Re: recent KahanSum change causes a new test failure on ppc64le

Dan Horák <dan@xxxxxxxx> · Wed, 13 Sep 2023 13:45:36 +0200

On Wed, 13 Sep 2023 13:06:10 +0200
Eike Rathke <erack@xxxxxxxxxx> wrote:

> Hi,
> 
> On Thursday, 2023-09-07 11:36:33 +0200, Stephan Bergmann wrote:
> 
> > On 9/7/23 08:25, Dan Horák wrote:
> > > On Thu, 7 Sep 2023 08:16:28 +0200
> > > Stephan Bergmann <sbergman@xxxxxxxxxx> wrote:
> > > > On 9/5/23 18:53, Dan Horák wrote:
> > > > > seems the recent change [1] to KahanSum handling causes a test failure
> > > > > on ppc64le.
> > > > > 
> > > > > Running scope as unit: -home-sharkcz-projects-libreoffice-workdir-CppunitTest-sc_statistical_functions_test.test:20230905152639:2378561.scope
> > > > > [_RUN_____] StatisticalFunctionsTest::testStatisticalFormulasFODS
> > > > > Testing load file:///home/sharkcz/projects/libreoffice//sc/qa/unit/data/functions/statistical/fods/KahanSum.fods:
> > > > > /home/sharkcz/projects/libreoffice/sc/qa/unit/functions_test.cxx:49:StatisticalFunctionsTest::testStatisticalFormulasFODS
> > > > > forced failure
> > > > > - Testing file:///home/sharkcz/projects/libreoffice//sc/qa/unit/data/functions/statistical/fods/KahanSum.fods failed, Sheet2.A90 '=SUM(F3:F102)' result: 6.6, expected: 5
> > > > 
> > > > Interesting; I also saw that failure with my latest local build on macOS
> > > > aarch64 against Clang trunk.  (But didn't debug it further and wrote it
> > > > off as maybe some intermittent Clang trunk bug.)
> > > > 
> > > 
> > > someone on IRC reported the same issue, also from macOS I believe
> > 
> > So, wild speculation, maybe it's a difference between x86-64 and all other
> > architectures, given how that
> > <https://gerrit.libreoffice.org/c/core/+/156253/> "Resolves: tdf#156985
> > Treat adding two KahanSum differently" kept failing for (32-bit)
> > <https://ci.libreoffice.org/job/gerrit_windows/> up until patch set 7. (And
> > where patch set 8 reverted back to the original code for _WIN32, maybe in a
> > misguided attempt to fix something that was seen failing on Windows 32-bit
> > x86, but not known to (not) fail on Windows x86-64.)
> > 
> > Eike, any thoughts?
> 
> Hum.. seeing there's platform specific code in
> sc/inc/arraysumfunctor.hxx executeFast() that for
> #if defined(X86_64) || (defined(X86) && defined(_WIN32))
> calls executeSSE2() (implemented in
> sc/source/core/tool/arraysumSSE2.cxx) and for others executeUnrolled(),
> I wonder if we never have X86 defined and thus the _WIN32 fails as well
> with executeUnrolled() and that "unrolled pair-wise" algorithm has
> a flaw.
> 
> It would be worth a try to simply call executeFast() only if SC_USE_SSE2
> is defined, so the failing platforms skip executeUnrolled(), here
> https://opengrok.libreoffice.org/xref/core/sc/inc/arraysumfunctor.hxx?r=7f15354c#89
> 
> Please report back if that helps and I'll prepare another patch.

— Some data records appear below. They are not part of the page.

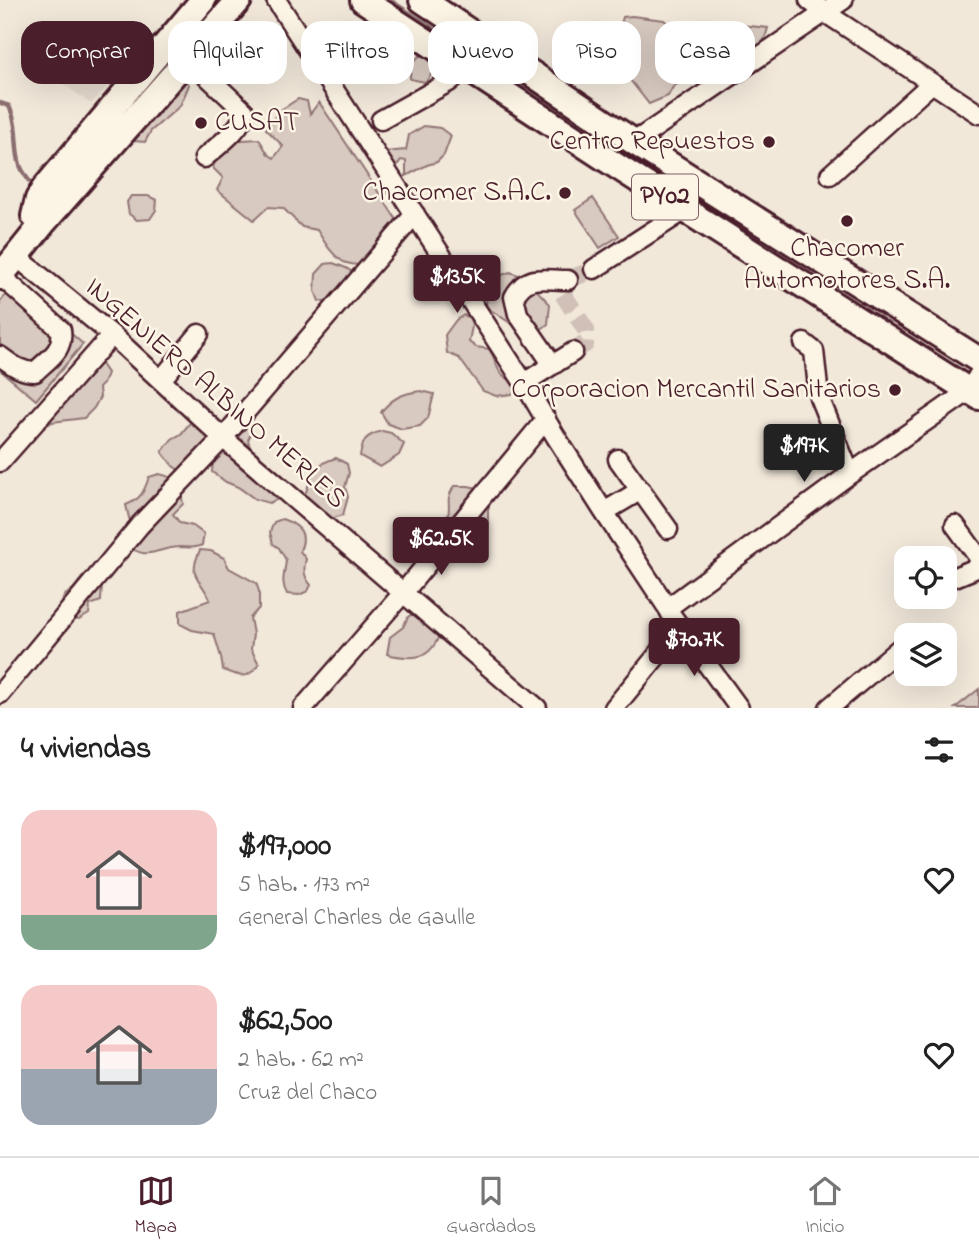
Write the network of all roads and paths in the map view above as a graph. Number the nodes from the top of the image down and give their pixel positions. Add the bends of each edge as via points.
1 (203, 0) edge
2 (224, 0) edge
3 (239, 0) edge
4 (247, 0) edge
5 (276, 0) edge
6 (363, 0) edge
7 (422, 0) edge
8 (809, 0) edge
9 (843, 0) edge
10 (824, 12) junction
11 (229, 21) edge
12 (428, 42) edge
13 (932, 83) junction
14 (174, 84) edge
15 (216, 84) edge
16 (445, 84) edge
17 (493, 84) edge
18 (979, 114) edge
19 (381, 120) dead end
20 (634, 142) junction
21 (204, 158) dead end
22 (830, 175) dead end
23 (685, 210) junction
24 (45, 213) junction
25 (415, 214) junction
26 (9, 255) edge
27 (594, 269) tunnel mouth
28 (0, 276) edge
29 (561, 285) tunnel mouth
30 (199, 334) dead end
31 (112, 335) junction
32 (804, 343) dead end
33 (573, 352) tunnel mouth
34 (0, 356) edge
35 (979, 360) edge
36 (553, 365) junction
37 (161, 380) junction
38 (524, 383) junction
39 (976, 387) edge
40 (546, 419) junction
41 (223, 438) junction
42 (618, 459) dead end
43 (0, 462) edge
44 (850, 474) junction
45 (641, 490) junction
46 (604, 512) junction
47 (955, 525) dead end
48 (668, 529) dead end
49 (979, 558) edge
50 (979, 568) edge
51 (957, 576) edge
52 (402, 593) junction
53 (669, 610) junction
54 (680, 626) junction
55 (894, 653) edge
56 (0, 694) edge
57 (303, 708) edge
58 (537, 708) edge
59 (614, 708) edge
60 (739, 708) edge
61 (829, 708) edge

1 - 24 highway via 44,190 38,199
2 - 24 highway
3 - 24 highway
4 - 11 highway
5 - 25 street
6 - 12 highway, PY02
7 - 20 highway, PY02
8 - 10 street
9 - 10 street
10 - 13 street
10 - 20 street
13 - 18 street
13 - 22 street
14 - 24 highway via 65,214 53,221
15 - 21 street via 244,116
16 - 19 street
17 - 23 highway, PY02
20 - 35 highway, PY02
23 - 27 street
23 - 39 highway, PY02
24 - 26 highway
25 - 38 street
25 - 41 street
26 - 28 highway
26 - 31 street, INGENIERO ALBINO MERLES
28 - 34 street via 61,330 62,339 60,347 35,372 25,372
29 - 36 street via 533,279 520,285 514,298 518,314
30 - 37 street
31 - 37 street, INGENIERO ALBINO MERLES
31 - 43 street
32 - 44 street via 814,351 819,397
33 - 36 street
36 - 38 street
37 - 41 street, INGENIERO ALBINO MERLES
38 - 40 street
39 - 44 street
40 - 46 street
40 - 52 street
41 - 52 street, INGENIERO ALBINO MERLES
41 - 56 street via 140,525
42 - 45 street
44 - 53 street
45 - 46 street
45 - 48 street
46 - 53 street
47 - 49 street
50 - 51 street
52 - 57 street
52 - 58 street, INGENIERO ALBINO MERLES
53 - 54 street
54 - 59 street
54 - 60 street
55 - 61 street

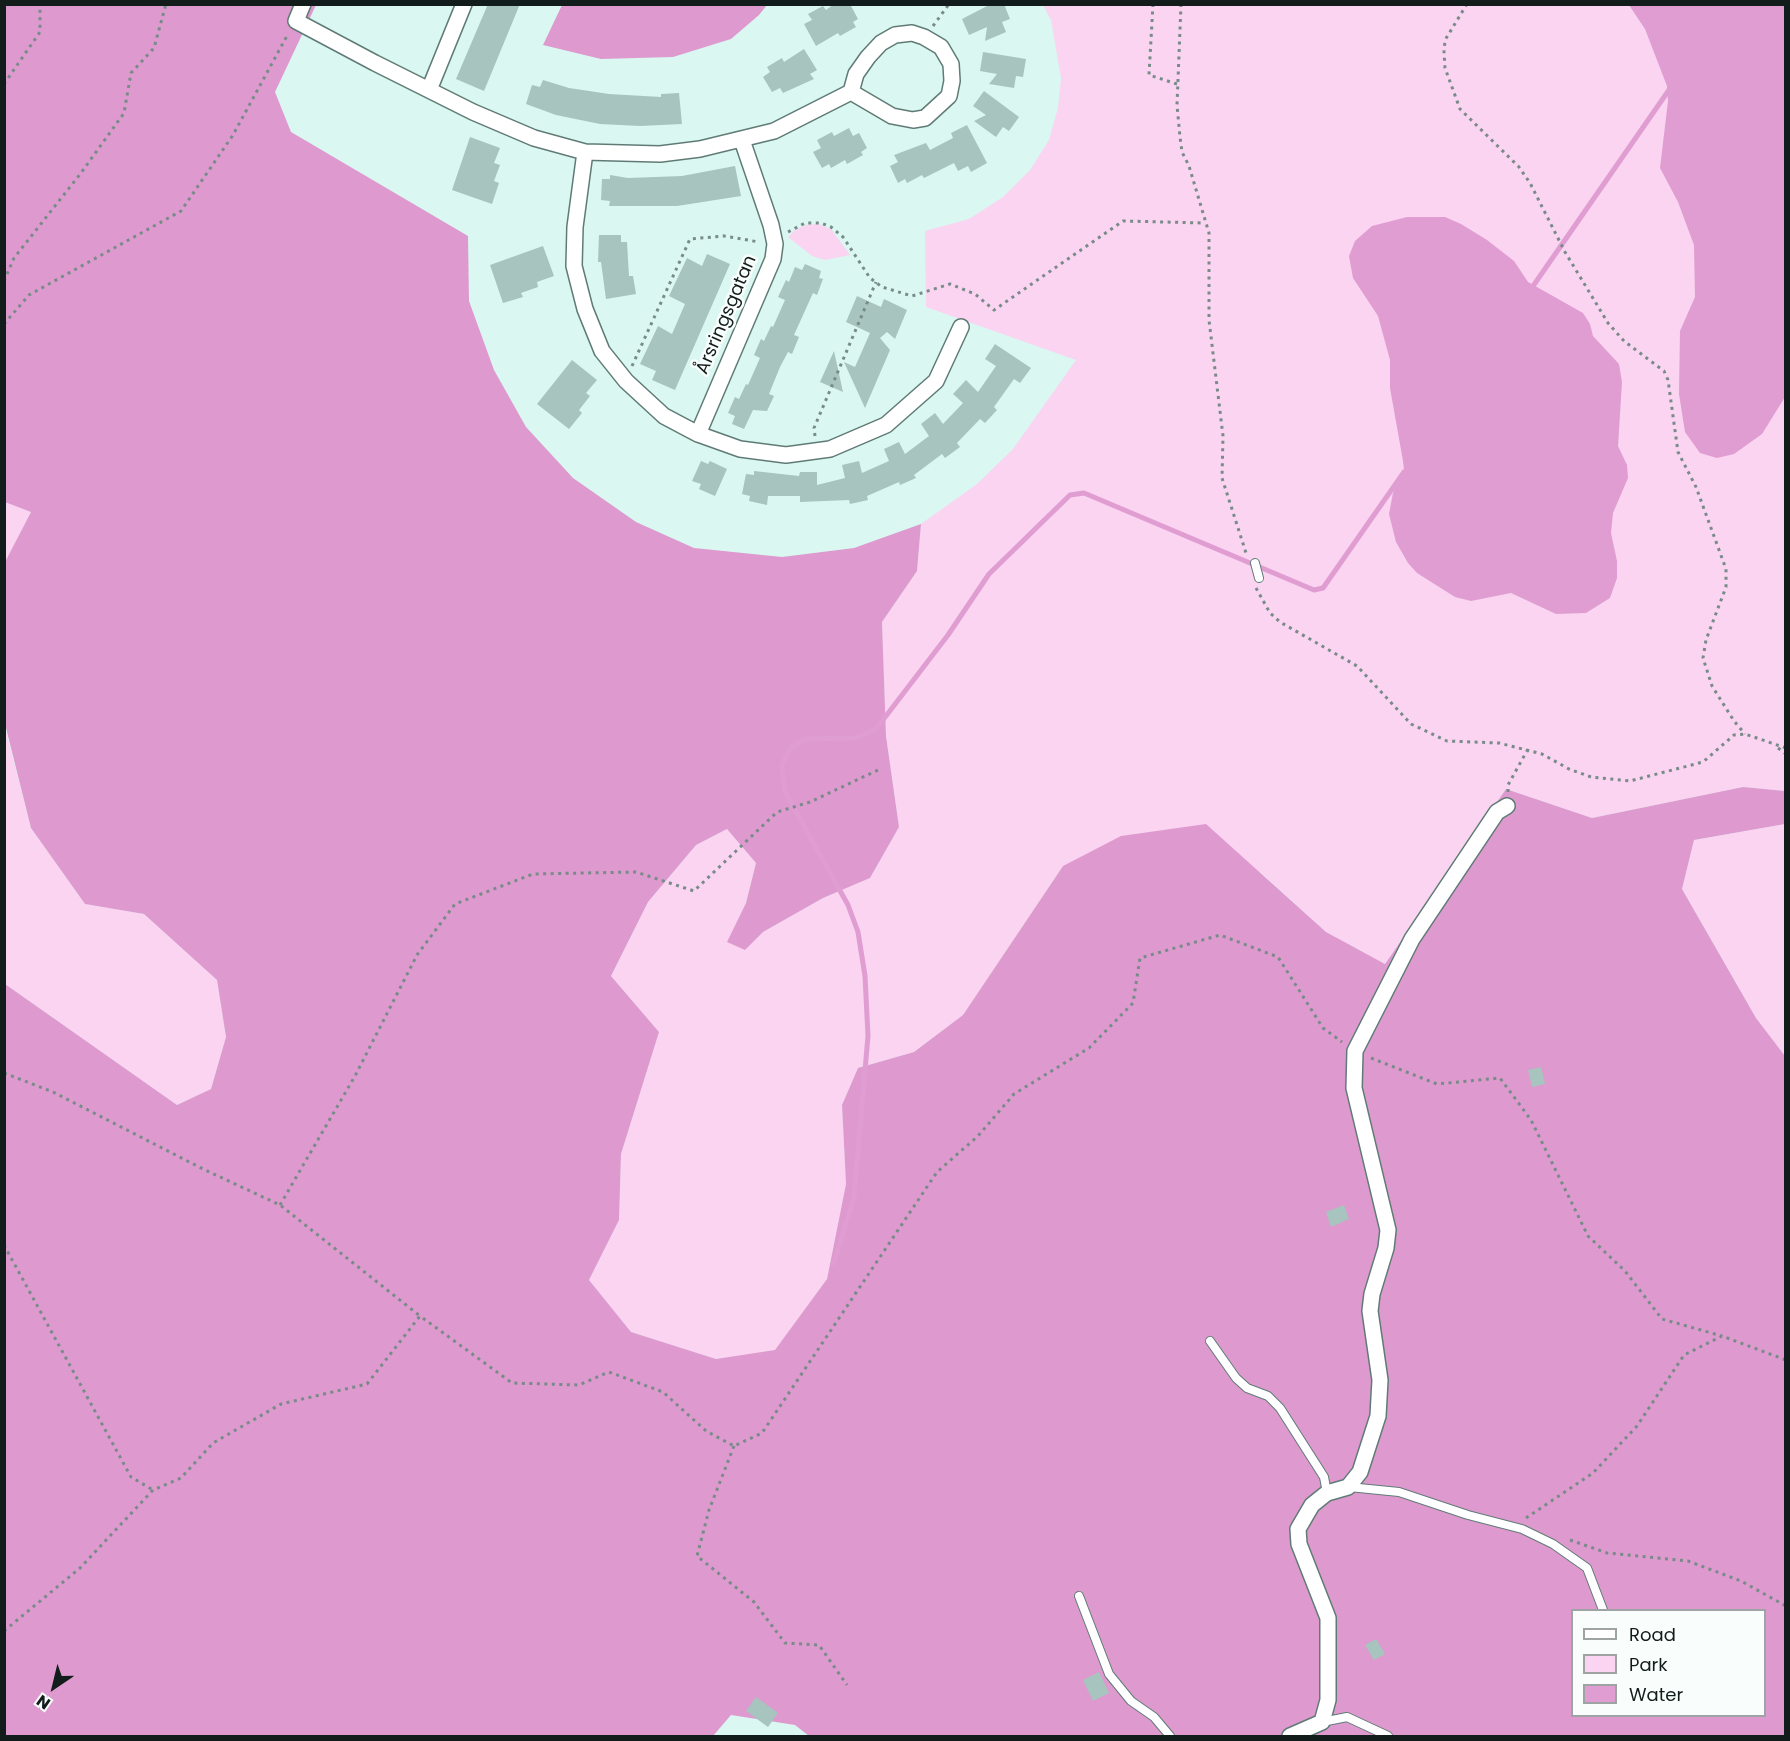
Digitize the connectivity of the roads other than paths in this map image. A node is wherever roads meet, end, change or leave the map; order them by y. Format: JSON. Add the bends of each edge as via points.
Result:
{"nodes":[{"id":1,"x":303,"y":4,"type":"edge"},
{"id":2,"x":464,"y":4,"type":"edge"},
{"id":3,"x":429,"y":90,"type":"junction"},
{"id":4,"x":851,"y":92,"type":"junction"},
{"id":5,"x":742,"y":140,"type":"junction"},
{"id":6,"x":585,"y":152,"type":"junction"},
{"id":7,"x":961,"y":327,"type":"dead end"},
{"id":8,"x":698,"y":434,"type":"junction"},
{"id":9,"x":1252,"y":562,"type":"road end"},
{"id":10,"x":1256,"y":580,"type":"road end"},
{"id":11,"x":1507,"y":806,"type":"road end"},
{"id":12,"x":1210,"y":1341,"type":"dead end"},
{"id":13,"x":1348,"y":1487,"type":"junction"},
{"id":14,"x":1327,"y":1493,"type":"junction"},
{"id":15,"x":1078,"y":1596,"type":"dead end"},
{"id":16,"x":1602,"y":1609,"type":"edge"},
{"id":17,"x":1322,"y":1722,"type":"junction"},
{"id":18,"x":1170,"y":1737,"type":"edge"},
{"id":19,"x":1290,"y":1737,"type":"edge"},
{"id":20,"x":1388,"y":1737,"type":"edge"}],
"edges":[{"from":1,"to":3,"type":"street","via":[[296,21]]},
{"from":2,"to":3,"type":"street"},
{"from":3,"to":6,"type":"street","via":[[534,138]]},
{"from":4,"to":4,"type":"street","via":[[856,74],[881,43],[895,35],[912,33],[924,37],[941,47],[951,64],[949,96],[925,118],[892,116]]},
{"from":4,"to":5,"type":"street","via":[[774,131]]},
{"from":5,"to":6,"type":"street","via":[[660,154]]},
{"from":5,"to":8,"type":"street","name":"Årsringsgatan","via":[[775,244],[773,259]]},
{"from":6,"to":8,"type":"street","via":[[574,266],[585,309],[602,351],[626,381],[664,416]]},
{"from":7,"to":8,"type":"street","via":[[936,381],[886,425],[830,448],[786,455],[740,449]]},
{"from":9,"to":10,"type":"lane"},
{"from":11,"to":13,"type":"street","via":[[1497,813],[1412,939],[1355,1051],[1354,1088],[1388,1230],[1370,1311],[1380,1380],[1378,1416],[1360,1472]]},
{"from":12,"to":14,"type":"lane","via":[[1236,1378],[1247,1388],[1268,1396],[1280,1408],[1324,1477]]},
{"from":13,"to":14,"type":"street"},
{"from":13,"to":16,"type":"lane","via":[[1399,1492],[1533,1534],[1587,1569]]},
{"from":14,"to":17,"type":"street","via":[[1312,1505],[1298,1529],[1299,1544],[1328,1618],[1328,1700]]},
{"from":15,"to":18,"type":"lane","via":[[1109,1674]]},
{"from":17,"to":19,"type":"street"},
{"from":17,"to":20,"type":"lane","via":[[1347,1717]]}]}
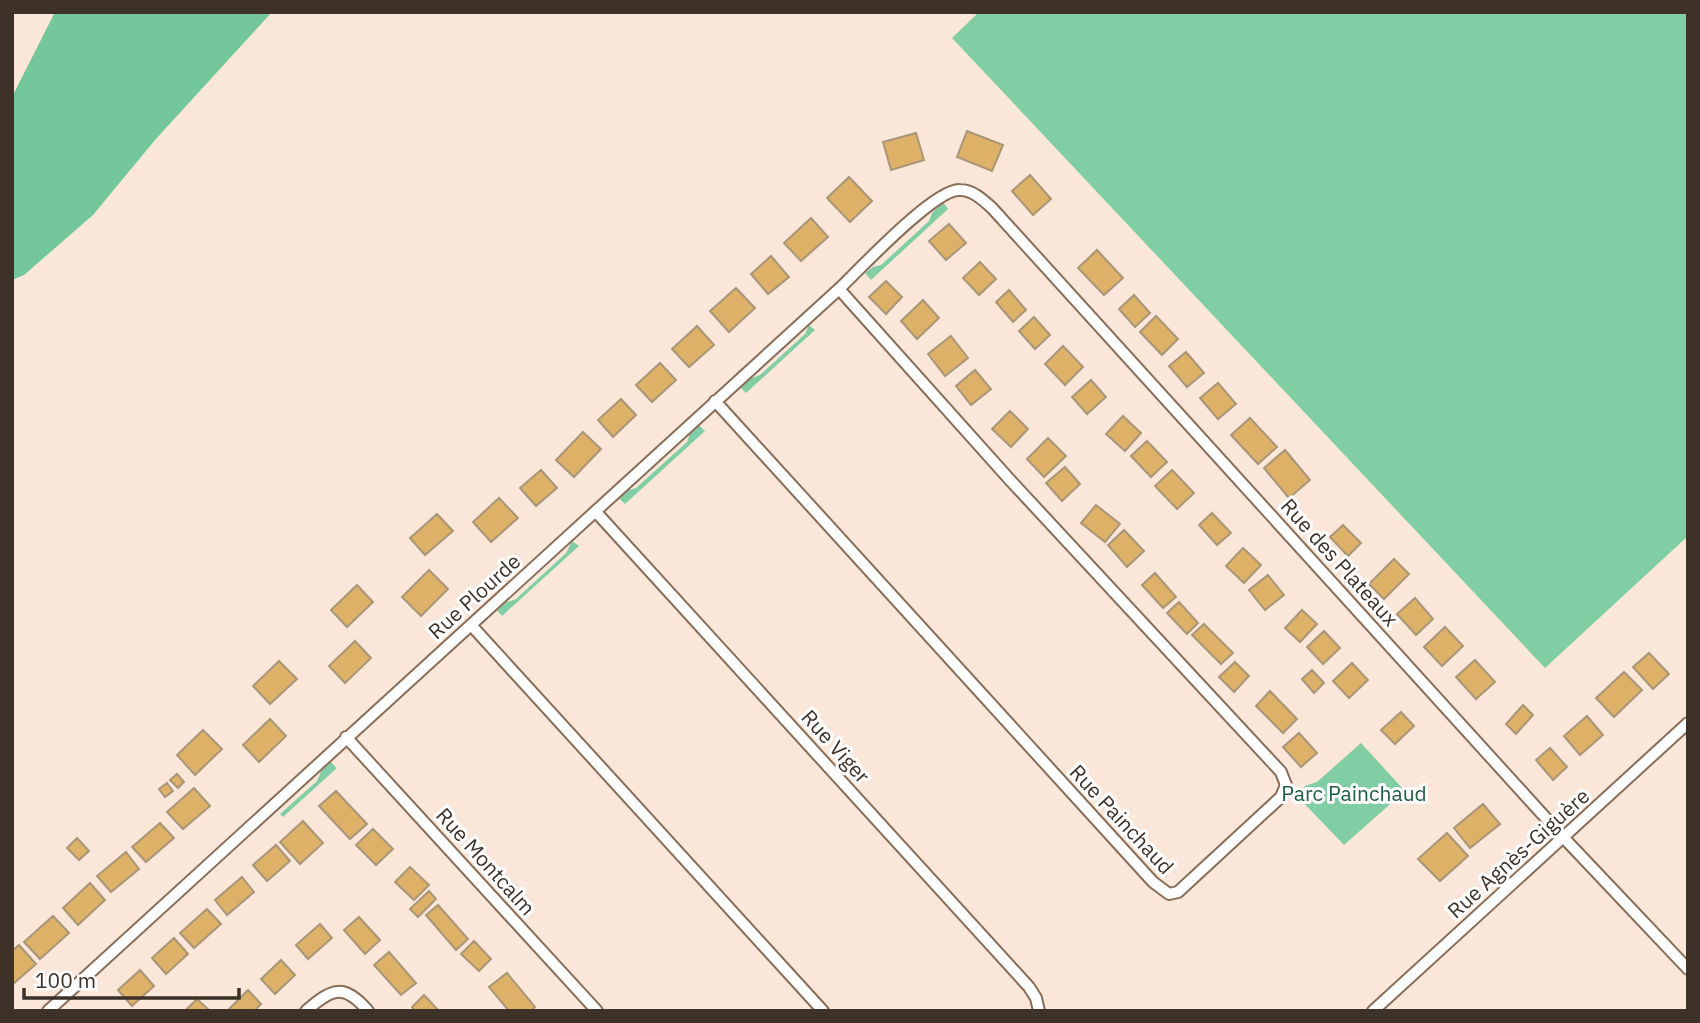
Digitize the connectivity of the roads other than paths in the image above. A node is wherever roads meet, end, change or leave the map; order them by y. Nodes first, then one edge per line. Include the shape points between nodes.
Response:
1 (959, 189) joint
2 (839, 289) junction
3 (715, 401) junction
4 (596, 512) junction
5 (471, 625) junction
6 (1688, 723) edge
7 (346, 737) junction
8 (1563, 837) junction
9 (1688, 969) edge
10 (48, 1011) edge
11 (306, 1011) edge
12 (368, 1011) edge
13 (597, 1011) edge
14 (823, 1011) edge
15 (1039, 1011) edge
16 (1373, 1011) edge

1 - 2 street, Rue Plourde via 942,194 925,208
1 - 8 street, Rue des Plateaux via 992,208
2 - 3 street, Rue Plourde
2 - 3 street, Rue Painchaud via 1281,772 1286,785 1282,797 1178,892 1168,894 1153,882
3 - 4 street, Rue Plourde
4 - 5 street, Rue Plourde
4 - 15 street, Rue Viger via 1029,987
5 - 7 street, Rue Plourde
5 - 14 street
6 - 8 street, Rue Agnès-Giguère
7 - 10 street, Rue Plourde
7 - 13 street, Rue Montcalm
8 - 9 street, Rue des Plateaux
8 - 16 street, Rue Agnès-Giguère
11 - 12 street via 330,992 342,991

I hop I got your idea right and with

diff --git a/sc/inc/arraysumfunctor.hxx b/sc/inc/arraysumfunctor.hxx
index c261c120addf..d9a5b805db50 100644
--- a/sc/inc/arraysumfunctor.hxx
+++ b/sc/inc/arraysumfunctor.hxx
@@ -86,7 +86,11 @@ inline KahanSum sumArray(const double* pArray, size_t nSize)
 {
     size_t i = 0;
     const double* pCurrent = pArray;
+#if 0
     KahanSum fSum = executeFast(i, nSize, pCurrent);
+#else
+    KahanSum fSum = 0.0;
+#endif
 
     // sum rest of the array
     for (; i < nSize; ++i)

the test passed on aarch64 on master branch (no reverts or such)


		Dan